## Exercise instructions
Pick out every line of the entries below where "points" occurs, and copy those lines.

## Records for this task
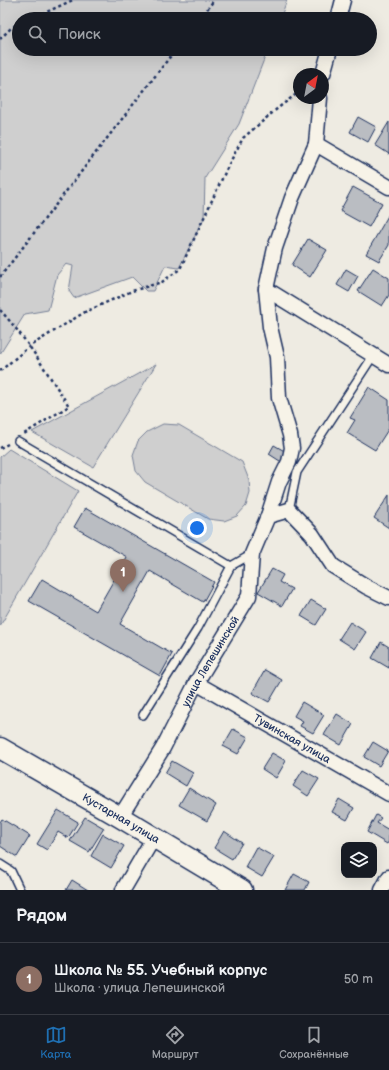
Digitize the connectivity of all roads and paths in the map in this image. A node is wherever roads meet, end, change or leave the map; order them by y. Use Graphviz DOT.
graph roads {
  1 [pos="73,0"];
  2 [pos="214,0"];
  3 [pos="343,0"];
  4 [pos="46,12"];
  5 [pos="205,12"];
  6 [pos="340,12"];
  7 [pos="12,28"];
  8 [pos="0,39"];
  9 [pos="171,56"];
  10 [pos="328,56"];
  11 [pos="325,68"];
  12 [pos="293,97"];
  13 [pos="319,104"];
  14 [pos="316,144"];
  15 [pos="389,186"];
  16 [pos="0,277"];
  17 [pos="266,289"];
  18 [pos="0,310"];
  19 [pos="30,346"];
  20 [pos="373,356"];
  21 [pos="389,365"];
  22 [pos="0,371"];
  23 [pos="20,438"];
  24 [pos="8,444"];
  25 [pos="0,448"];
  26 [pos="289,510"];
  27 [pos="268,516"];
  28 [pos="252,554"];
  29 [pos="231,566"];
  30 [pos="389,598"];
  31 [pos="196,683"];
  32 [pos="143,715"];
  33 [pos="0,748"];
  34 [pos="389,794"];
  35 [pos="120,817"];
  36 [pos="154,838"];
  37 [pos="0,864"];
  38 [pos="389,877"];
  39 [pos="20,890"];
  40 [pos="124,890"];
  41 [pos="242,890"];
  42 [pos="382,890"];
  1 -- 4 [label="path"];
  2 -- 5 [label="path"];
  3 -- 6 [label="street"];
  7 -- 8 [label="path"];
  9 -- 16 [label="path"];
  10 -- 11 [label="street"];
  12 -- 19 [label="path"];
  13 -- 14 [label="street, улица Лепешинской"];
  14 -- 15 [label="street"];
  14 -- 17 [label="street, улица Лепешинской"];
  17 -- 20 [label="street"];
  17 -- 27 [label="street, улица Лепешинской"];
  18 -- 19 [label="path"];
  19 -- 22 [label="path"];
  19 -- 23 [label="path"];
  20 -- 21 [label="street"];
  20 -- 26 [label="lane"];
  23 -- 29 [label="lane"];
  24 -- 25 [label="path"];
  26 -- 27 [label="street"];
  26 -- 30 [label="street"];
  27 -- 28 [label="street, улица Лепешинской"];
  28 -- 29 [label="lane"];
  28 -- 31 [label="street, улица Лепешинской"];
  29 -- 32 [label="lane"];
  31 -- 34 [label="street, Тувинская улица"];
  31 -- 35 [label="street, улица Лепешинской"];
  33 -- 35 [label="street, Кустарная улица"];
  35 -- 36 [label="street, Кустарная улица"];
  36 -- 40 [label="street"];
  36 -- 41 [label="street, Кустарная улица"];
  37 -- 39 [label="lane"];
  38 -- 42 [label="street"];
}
==
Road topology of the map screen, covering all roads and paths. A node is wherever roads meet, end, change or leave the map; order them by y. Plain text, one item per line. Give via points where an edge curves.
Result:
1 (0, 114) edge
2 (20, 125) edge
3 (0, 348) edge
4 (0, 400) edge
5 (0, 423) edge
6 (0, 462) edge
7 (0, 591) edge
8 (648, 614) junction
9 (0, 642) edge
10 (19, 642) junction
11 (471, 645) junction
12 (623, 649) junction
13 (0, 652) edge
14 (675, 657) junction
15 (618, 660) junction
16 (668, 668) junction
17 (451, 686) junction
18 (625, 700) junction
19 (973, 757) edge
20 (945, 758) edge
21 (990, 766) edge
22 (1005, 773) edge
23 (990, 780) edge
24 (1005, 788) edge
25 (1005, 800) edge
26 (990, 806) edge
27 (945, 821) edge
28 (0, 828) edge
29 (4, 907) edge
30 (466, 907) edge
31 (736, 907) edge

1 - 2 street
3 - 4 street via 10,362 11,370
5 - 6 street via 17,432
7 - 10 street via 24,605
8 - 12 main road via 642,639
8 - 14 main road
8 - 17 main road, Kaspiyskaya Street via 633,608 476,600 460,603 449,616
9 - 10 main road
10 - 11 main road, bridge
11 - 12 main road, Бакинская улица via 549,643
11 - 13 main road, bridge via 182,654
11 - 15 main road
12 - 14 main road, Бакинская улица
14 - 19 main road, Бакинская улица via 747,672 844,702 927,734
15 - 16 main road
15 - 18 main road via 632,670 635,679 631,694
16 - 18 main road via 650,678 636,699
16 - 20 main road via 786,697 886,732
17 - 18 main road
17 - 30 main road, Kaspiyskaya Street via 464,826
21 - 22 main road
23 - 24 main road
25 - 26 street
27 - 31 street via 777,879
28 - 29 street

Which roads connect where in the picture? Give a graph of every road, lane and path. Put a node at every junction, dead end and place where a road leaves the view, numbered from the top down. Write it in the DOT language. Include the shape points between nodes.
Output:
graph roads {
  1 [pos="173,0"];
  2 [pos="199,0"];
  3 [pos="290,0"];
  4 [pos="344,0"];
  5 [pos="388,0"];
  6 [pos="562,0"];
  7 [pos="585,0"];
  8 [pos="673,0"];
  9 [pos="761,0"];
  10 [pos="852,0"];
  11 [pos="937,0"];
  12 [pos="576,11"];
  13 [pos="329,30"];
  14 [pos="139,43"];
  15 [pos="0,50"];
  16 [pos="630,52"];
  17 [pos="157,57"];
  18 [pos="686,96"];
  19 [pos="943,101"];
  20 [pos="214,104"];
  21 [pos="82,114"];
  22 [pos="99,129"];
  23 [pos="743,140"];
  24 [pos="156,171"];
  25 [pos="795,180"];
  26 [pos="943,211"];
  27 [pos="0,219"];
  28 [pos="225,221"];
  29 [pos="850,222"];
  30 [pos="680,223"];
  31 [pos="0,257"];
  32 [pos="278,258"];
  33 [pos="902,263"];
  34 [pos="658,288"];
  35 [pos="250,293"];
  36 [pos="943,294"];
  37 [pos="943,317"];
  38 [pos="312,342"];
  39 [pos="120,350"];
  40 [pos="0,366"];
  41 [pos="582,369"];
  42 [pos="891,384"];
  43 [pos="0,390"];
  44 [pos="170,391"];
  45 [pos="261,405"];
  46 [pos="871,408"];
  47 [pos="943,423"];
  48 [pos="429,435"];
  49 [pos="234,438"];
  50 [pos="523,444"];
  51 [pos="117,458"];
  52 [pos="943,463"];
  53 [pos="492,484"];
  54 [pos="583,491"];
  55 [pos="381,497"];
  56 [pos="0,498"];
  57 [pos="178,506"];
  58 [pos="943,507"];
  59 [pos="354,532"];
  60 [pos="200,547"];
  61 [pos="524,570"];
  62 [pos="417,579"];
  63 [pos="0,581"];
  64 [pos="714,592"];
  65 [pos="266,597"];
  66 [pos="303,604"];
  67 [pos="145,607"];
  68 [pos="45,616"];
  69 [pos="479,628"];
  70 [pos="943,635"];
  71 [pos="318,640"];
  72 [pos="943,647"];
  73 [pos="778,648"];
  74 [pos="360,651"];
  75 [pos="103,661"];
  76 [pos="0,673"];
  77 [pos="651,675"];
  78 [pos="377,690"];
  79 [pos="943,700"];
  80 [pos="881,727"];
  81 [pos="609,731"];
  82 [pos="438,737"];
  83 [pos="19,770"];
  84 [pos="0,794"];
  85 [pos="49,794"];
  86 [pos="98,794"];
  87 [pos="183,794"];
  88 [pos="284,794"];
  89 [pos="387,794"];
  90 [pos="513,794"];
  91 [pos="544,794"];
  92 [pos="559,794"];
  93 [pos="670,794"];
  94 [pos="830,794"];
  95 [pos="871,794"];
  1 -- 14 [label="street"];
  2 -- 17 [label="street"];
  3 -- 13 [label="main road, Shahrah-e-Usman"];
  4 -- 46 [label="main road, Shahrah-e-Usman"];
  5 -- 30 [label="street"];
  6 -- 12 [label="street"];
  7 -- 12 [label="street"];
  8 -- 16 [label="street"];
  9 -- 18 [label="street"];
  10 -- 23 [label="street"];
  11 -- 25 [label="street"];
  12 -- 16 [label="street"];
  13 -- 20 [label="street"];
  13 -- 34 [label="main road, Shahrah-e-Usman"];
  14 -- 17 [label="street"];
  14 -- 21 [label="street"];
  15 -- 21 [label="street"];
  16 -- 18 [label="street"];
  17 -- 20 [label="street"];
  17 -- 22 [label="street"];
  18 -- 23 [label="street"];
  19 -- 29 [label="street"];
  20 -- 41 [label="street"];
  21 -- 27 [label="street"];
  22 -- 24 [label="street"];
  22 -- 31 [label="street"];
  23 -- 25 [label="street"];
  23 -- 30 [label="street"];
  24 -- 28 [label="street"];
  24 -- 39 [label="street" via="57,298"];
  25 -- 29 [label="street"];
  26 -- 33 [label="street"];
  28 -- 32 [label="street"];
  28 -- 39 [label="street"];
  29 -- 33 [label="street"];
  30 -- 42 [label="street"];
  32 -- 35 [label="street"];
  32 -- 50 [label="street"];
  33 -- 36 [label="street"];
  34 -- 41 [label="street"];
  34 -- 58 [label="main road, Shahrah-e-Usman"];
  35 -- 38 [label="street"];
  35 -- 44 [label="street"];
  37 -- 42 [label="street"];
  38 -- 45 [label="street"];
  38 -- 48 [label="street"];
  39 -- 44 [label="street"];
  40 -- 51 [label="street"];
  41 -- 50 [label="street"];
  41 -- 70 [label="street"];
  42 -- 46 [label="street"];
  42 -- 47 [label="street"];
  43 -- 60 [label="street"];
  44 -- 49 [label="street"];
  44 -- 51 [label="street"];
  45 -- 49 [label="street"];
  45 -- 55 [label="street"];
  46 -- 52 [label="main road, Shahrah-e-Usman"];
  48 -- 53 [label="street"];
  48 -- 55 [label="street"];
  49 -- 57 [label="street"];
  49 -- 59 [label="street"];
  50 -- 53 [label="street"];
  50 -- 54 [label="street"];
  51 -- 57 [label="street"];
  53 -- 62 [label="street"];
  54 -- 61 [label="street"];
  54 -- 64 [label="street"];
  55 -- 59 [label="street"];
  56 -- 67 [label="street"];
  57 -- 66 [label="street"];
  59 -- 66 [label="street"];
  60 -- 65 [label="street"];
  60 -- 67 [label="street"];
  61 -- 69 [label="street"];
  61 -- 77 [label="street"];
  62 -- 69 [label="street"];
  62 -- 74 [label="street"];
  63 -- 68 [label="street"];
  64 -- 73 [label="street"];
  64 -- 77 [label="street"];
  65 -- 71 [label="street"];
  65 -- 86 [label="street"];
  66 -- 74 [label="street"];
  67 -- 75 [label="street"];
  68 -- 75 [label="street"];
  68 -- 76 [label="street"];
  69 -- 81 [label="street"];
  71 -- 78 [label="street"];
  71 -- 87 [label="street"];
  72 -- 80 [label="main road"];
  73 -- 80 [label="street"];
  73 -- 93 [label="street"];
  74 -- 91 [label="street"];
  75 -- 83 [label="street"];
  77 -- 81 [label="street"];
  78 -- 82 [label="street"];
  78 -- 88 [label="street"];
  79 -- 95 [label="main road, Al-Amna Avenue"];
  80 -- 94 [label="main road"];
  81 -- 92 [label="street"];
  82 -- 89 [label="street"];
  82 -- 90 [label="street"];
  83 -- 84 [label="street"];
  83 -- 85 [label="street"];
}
--
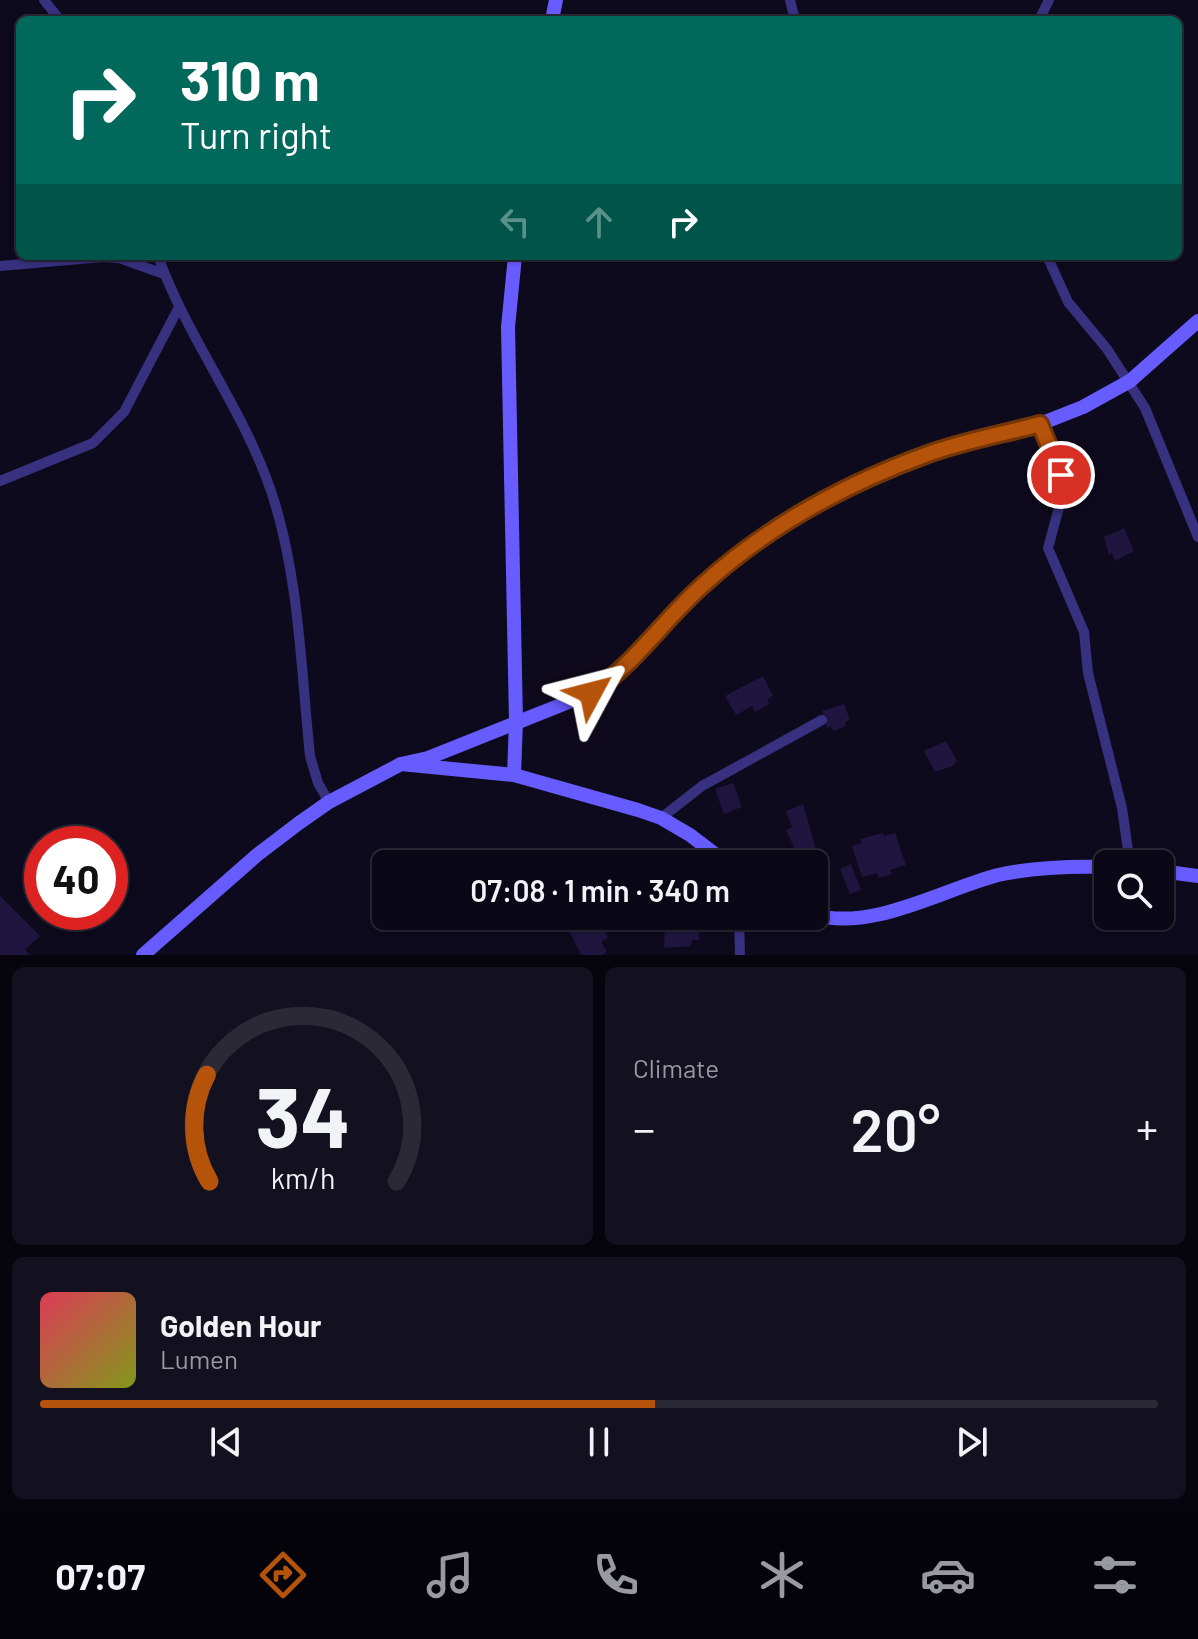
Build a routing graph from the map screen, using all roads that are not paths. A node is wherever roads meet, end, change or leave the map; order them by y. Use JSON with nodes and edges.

## Written response
Road topology of the map screen, covering all roads and paths. A node is wherever roads meet, end, change or leave the map; order them by y. Plain text, one item per line. Give via points where an edge curves.
Which roads connect where in the picture? Give a graph of every road, lane and path. Put a node at every junction, dead end and place where a road leaves the view, numbered from the top down. Write it in the DOT language. Include the shape points between nodes.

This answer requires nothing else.